> _Requirement_:
Word for word, repeat the lines of the records from the one containing "Fouche Drive</p></div><em>60 m</em></li>" through the last line, both included.

Stored items:

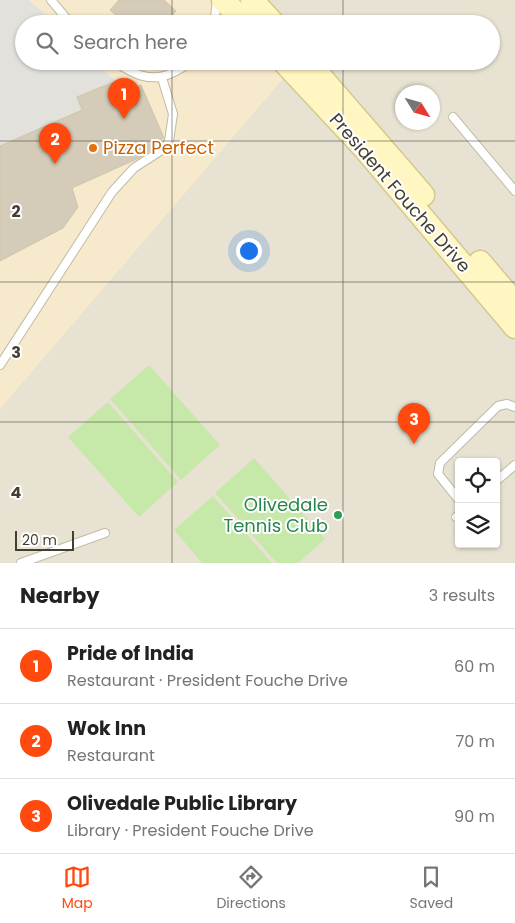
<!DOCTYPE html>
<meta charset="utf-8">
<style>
body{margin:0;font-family:Poppins,sans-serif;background:#f6f6f6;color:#222}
.controls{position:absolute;right:15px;bottom:15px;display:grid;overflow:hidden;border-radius:5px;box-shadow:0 1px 4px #0004}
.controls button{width:45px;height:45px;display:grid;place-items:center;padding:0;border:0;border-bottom:1px solid #e0e0e0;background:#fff;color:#222;font:25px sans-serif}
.compass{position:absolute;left:395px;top:85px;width:45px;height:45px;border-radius:50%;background:#fff;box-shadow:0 1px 4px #0004;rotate:127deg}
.scale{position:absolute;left:15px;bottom:12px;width:59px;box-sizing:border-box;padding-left:5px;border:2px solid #443f33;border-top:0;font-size:14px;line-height:18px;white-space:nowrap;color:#443f33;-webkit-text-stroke:4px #fff;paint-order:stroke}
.you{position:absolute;left:248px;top:250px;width:18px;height:18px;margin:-12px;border:4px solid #fff;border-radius:50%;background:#1a73e8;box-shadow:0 0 0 8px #1a73e833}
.badge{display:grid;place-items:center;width:32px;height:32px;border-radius:50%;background:#ff490e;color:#fff;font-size:16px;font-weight:700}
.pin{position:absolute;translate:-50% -41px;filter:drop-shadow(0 1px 2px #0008)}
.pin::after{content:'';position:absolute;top:26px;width:18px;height:15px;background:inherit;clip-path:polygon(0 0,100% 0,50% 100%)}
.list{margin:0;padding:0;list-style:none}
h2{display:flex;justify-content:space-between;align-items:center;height:65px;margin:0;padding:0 20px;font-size:21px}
h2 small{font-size:16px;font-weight:400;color:#767676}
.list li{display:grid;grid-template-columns:32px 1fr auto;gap:15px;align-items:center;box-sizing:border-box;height:75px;padding:0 20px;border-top:1px solid #e0e0e0}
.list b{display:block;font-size:19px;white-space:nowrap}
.list p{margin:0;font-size:16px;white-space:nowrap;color:#767676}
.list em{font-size:16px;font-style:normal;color:#767676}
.icon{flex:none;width:28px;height:28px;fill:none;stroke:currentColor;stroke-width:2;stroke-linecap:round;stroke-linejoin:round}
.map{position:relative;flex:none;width:515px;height:563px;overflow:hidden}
.search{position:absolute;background:#fff;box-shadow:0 1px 4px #0004;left:15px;right:15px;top:15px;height:55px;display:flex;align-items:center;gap:12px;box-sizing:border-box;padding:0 18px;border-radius:28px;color:#767676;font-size:19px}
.sheet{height:290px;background:#fff}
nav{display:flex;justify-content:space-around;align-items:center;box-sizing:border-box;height:70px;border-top:1px solid #e0e0e0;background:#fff;font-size:14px;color:#767676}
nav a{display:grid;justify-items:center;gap:2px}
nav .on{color:#ff490e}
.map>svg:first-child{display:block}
.residential{fill:#e7e2d1;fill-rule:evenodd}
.commercial{fill:#f6e9cc}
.green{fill:#c6e9a9}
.parking{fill:#e3e1dc}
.building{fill:#d4ccb8;stroke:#d0c5ab}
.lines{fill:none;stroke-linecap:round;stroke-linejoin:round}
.lane-casing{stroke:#c1bba8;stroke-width:10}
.secondary-casing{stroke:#d4c990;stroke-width:25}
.lane{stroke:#fff;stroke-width:8}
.secondary{stroke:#fff6c1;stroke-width:22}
.grid{fill:none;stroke:#443f33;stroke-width:1;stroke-opacity:0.55}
.food-dot{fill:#e8710a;stroke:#fff;stroke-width:2}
.leisure-dot{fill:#2e9e5b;stroke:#fff;stroke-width:2}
.labels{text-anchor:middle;stroke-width:4;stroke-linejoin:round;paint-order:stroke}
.food-label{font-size:18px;fill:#c56008;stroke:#fff;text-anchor:start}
.street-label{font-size:18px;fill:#443f33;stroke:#fff}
.leisure-label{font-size:18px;fill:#27864d;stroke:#fff;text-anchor:end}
.grid-label{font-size:16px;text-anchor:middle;font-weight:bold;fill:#443f33;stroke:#fff;stroke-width:4;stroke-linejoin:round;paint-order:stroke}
</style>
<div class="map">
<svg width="515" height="563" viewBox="0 0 515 563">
<rect width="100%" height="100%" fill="#f2efe3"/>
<!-- residential -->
<path class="residential" d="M 0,0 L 515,0 L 515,563 L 0,563 ZM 24,24 L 491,24 L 491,61 L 24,61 ZM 402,92 L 432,92 L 432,122 L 402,122 ZM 459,462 L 496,462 L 496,544 L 459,544 Z"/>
<!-- commercial -->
<path class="commercial" d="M 0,0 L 216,0 L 240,24 L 24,24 L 24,61 L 277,61 L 288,73 L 0,409 Z"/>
<!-- green -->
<path class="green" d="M 149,365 L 220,445 L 181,480 L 110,399 Z
M 108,402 L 178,482 L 139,517 L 68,437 Z
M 254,458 L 325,539 L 298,563 L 277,563 L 215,493 Z
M 213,496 L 272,563 L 202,563 L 174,530 Z"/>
<!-- parking -->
<path class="parking" d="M 0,0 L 28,0 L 57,24 L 24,24 L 24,61 L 95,61 L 115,81 L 77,97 L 82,110 L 0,146 Z"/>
<!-- building -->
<path class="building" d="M 119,0 L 164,0 L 176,11 L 165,24 L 126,24 L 110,10 Z
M 121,79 L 126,91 L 141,85 L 164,138 L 150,144 L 152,149 L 139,158 L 72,188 L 78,207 L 63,228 L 0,261 L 0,146 L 82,110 L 77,97 Z"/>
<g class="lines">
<!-- lane casing -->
<g class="lane-casing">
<path id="lane" d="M 51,0 L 71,24
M 188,24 L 190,22
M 214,24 L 217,1
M 223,24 L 234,13
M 114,61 C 133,74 151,84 174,72 C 180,69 186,66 191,61
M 453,117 L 515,191
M 0,365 L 112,192 L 134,168 L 165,148 L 169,141 L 173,114 L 162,78
M 496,481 L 515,465
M 459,500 L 438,474 L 440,463 L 498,406 L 507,404 L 515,407
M 456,517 L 459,514
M 21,563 L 105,533"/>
</g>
<!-- secondary casing -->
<g class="secondary-casing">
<path id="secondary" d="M 223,0 L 247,24
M 252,0 L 274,24
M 283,61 L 364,148 L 515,327
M 307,61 L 423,195
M 480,262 L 515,303"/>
</g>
<!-- lane -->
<use href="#lane" class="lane"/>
<!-- secondary -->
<use href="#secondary" class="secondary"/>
</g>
<!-- grid -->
<path class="grid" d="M 172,0 L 172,24M 343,0 L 343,24M 172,61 L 172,563M 343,61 L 343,563M 0,141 L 515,141M 0,282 L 515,282M 0,422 L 515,422"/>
<!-- markers -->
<circle class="food-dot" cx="93" cy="148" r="5"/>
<circle class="leisure-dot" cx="338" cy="515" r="5"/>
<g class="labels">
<!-- food labels -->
<g class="food-label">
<text x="103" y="154">Pizza Perfect</text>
</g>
<!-- street labels -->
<g class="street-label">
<text transform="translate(400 193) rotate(49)" y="6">President Fouche Drive</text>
</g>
<!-- leisure labels -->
<g class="leisure-label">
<text x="328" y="511">Olivedale<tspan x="328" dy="21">Tennis Club</tspan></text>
</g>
</g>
<g class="grid-label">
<text x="16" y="217">2</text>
<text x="16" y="358">3</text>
<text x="16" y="498">4</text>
</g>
</svg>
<div class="controls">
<button><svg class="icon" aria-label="locate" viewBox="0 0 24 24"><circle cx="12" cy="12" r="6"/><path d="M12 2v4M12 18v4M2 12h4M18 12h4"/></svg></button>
<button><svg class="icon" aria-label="layers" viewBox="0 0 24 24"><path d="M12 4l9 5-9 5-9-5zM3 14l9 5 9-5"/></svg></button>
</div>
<svg class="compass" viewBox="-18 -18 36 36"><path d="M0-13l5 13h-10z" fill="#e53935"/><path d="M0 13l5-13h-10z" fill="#767676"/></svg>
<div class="scale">20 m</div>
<div class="you"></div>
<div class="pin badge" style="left:124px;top:119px">1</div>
<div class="pin badge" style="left:55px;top:164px">2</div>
<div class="pin badge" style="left:414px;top:444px">3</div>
<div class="search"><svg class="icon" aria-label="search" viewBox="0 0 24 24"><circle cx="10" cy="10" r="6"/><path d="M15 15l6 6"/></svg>Search here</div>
</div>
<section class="sheet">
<h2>Nearby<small>3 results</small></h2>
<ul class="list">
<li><span class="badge">1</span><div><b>Pride of India</b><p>Restaurant · President Fouche Drive</p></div><em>60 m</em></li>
<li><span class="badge">2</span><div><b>Wok Inn</b><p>Restaurant</p></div><em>70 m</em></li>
<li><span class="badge">3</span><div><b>Olivedale Public Library</b><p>Library · President Fouche Drive</p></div><em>90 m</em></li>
</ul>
</section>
<nav>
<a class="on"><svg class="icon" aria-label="map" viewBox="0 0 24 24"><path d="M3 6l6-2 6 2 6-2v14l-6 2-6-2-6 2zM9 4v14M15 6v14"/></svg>Map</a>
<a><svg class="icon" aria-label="directions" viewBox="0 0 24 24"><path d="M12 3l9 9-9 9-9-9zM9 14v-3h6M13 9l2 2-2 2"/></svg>Directions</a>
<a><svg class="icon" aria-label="saved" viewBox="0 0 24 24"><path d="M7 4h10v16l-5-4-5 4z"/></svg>Saved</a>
</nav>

> _Task output_:
<li><span class="badge">1</span><div><b>Pride of India</b><p>Restaurant · President Fouche Drive</p></div><em>60 m</em></li>
<li><span class="badge">2</span><div><b>Wok Inn</b><p>Restaurant</p></div><em>70 m</em></li>
<li><span class="badge">3</span><div><b>Olivedale Public Library</b><p>Library · President Fouche Drive</p></div><em>90 m</em></li>
</ul>
</section>
<nav>
<a class="on"><svg class="icon" aria-label="map" viewBox="0 0 24 24"><path d="M3 6l6-2 6 2 6-2v14l-6 2-6-2-6 2zM9 4v14M15 6v14"/></svg>Map</a>
<a><svg class="icon" aria-label="directions" viewBox="0 0 24 24"><path d="M12 3l9 9-9 9-9-9zM9 14v-3h6M13 9l2 2-2 2"/></svg>Directions</a>
<a><svg class="icon" aria-label="saved" viewBox="0 0 24 24"><path d="M7 4h10v16l-5-4-5 4z"/></svg>Saved</a>
</nav>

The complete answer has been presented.